Pour connaître la version de TLS que vos appareils IoT Hub sont en cours d’exécution, reportez-vous à guide de fin de support TLS 1.0 et 1.1.

Prise en charge du protocole Mutual TLS

L’authentification TLS mutuelle garantit que le client authentifie le certificat de serveur (IoT Hub) et le serveur (IoT Hub) authentifie le client à l’aide certificat client X.509 ou du certificat client X.509. IoT Hub effectue une autorisation une fois l’ authentification terminée.

Pour les protocoles AMQP (Advanced Message Queuing Protocol) et MQTT (Message Queuing Telemetry Transport), IoT Hub demande un certificat client dans la négociation TLS initiale. Si un certificat est fourni, IoT Hub authentifie le certificat client, et le client authentifie le certificat IoT Hub. Ce processus est appelé authentification TLS mutuelle. Chaque fois qu’IoT Hub reçoit un paquet de connexion MQTT ou qu’un lien AMQP s’ouvre, IoT Hub effectue l’autorisation pour le client demandeur et détermine si le client a besoin d’une authentification X.509. Si l’authentification TLS mutuelle a été effectuée et que le client est autorisé à se connecter en tant qu’appareil, il est autorisé. Toutefois, si le client nécessite une authentification X.509 et que l’authentification du client n’a pas été effectuée pendant la négociation TLS, IoT Hub rejette la connexion.

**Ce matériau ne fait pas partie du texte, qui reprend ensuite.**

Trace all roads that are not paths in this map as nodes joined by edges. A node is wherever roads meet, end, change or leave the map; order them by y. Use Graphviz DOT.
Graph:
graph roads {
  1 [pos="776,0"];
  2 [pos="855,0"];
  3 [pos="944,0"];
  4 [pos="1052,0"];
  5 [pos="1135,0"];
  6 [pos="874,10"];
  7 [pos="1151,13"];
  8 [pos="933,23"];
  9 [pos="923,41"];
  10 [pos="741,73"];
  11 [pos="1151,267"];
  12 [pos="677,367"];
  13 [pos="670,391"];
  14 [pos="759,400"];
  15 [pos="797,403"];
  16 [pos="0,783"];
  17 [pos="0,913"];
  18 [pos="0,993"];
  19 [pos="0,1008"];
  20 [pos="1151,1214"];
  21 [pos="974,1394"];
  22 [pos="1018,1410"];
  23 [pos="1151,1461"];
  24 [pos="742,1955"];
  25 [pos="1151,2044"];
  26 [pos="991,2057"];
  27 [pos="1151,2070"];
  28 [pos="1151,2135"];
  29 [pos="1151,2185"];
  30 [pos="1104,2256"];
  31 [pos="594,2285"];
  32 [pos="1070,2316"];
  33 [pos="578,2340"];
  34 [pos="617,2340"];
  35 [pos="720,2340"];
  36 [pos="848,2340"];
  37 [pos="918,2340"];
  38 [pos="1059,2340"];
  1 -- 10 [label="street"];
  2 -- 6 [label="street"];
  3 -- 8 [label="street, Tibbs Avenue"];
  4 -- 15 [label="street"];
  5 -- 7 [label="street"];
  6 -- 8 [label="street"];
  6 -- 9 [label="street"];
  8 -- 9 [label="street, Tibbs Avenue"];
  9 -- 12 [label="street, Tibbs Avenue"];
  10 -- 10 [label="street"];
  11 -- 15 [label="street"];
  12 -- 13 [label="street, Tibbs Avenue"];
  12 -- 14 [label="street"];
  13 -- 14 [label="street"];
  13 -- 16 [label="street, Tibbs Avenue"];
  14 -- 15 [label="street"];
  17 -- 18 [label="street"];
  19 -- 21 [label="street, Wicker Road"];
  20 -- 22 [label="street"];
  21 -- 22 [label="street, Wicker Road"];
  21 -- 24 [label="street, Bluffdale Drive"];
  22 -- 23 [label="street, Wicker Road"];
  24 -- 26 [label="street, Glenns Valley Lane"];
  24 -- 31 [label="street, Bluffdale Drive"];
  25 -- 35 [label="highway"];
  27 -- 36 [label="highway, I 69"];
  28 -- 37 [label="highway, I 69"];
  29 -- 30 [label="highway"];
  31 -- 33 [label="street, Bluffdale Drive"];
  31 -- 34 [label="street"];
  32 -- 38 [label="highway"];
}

Pour le protocole HTTP, lorsque le client effectue sa première demande, IoT Hub vérifie si le client nécessite l’authentification X.509 et si l’authentification du client a été terminée, IoT Hub effectue l’autorisation. Si l’authentification du client n’a pas été terminée, IoT Hub rejette la connexion

Après l’établissement de la liaison TLS, IoT Hub peut authentifier un appareil à l’aide d’une clé symétrique ou d’un certificat X.509. Pour l’authentification basée sur les certificats, IoT Hub valide le certificat par rapport à l’empreinte numérique ou à l’autorité de certification que vous fournissez. Pour plus d’informations, consultez Certificats X.509 pris en charge.

Certificat TLS du serveur d’IoT Hub

Au cours de l’établissement d’une liaison TLS, IoT Hub présente des certificats de serveur à clé RSA pour la connexion des clients. Tous les IoT Hubs dans le cloud Azure global utilisent le certificat TLS émis par DigiCert Global Root G2.

Nous vous recommandons vivement d’approuver les trois autorités de certification racines suivantes :

• Autorité de certification racine DigiCert Global G2
• Autorité de certification racine Microsoft RSA 2017

Pour obtenir des liens vers le téléchargement de ces certificats, consultez détails de l’autorité de certification Azure.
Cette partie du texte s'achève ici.